▶ [EXERCISE REQUIREMENTS]
Print the data below exactly, but only the lines from the one containing "ring dip: (199, 176)" down to the one containing "index tip: (192, 189)", inclusive.

##### AVAILABLE RECORDS #####

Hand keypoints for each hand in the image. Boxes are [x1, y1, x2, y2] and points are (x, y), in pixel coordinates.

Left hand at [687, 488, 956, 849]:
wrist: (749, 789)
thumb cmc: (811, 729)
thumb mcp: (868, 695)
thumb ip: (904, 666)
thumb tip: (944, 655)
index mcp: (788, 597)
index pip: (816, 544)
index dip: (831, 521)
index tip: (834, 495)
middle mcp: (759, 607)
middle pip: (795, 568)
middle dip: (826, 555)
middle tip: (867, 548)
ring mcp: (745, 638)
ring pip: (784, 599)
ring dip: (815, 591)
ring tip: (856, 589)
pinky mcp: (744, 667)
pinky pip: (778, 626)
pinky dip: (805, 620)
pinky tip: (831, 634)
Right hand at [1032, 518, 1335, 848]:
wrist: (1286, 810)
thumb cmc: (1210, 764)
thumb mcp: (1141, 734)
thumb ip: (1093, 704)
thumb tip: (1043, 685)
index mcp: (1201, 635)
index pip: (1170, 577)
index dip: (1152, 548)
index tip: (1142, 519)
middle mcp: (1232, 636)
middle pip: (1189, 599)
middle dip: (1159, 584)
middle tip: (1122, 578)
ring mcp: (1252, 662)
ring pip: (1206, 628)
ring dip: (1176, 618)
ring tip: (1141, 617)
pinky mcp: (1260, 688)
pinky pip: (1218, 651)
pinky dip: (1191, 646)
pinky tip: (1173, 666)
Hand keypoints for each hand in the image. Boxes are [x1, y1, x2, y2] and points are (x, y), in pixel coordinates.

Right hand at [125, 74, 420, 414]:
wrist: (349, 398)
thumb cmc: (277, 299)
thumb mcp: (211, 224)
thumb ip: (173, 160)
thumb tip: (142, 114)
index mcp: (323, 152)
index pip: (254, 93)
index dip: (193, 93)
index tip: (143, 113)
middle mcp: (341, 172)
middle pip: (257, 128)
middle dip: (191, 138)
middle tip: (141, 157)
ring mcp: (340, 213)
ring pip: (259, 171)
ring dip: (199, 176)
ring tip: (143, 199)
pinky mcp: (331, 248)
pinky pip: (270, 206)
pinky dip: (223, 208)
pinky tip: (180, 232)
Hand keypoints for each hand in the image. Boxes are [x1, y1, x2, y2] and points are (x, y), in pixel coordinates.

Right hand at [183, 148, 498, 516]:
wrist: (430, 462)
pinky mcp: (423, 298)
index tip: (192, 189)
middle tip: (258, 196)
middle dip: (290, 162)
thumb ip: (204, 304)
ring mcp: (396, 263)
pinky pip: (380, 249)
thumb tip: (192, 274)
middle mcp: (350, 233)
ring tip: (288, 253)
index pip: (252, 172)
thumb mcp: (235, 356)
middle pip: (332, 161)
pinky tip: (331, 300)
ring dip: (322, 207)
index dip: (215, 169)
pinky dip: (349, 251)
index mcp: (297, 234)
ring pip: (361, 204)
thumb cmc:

#####

▶ [ANSWER AREA]
ring dip: (199, 176)
ring tip: (143, 199)
pinky mcp: (331, 248)
pinky pip: (270, 206)
pinky dip: (223, 208)
pinky tip: (180, 232)
Hand keypoints for each hand in the image. Boxes are [x1, y1, x2, y2] and points are (x, y), in pixel coordinates.

Right hand at [183, 148, 498, 516]:
wrist: (430, 462)
pinky mcp: (423, 298)
index tip: (192, 189)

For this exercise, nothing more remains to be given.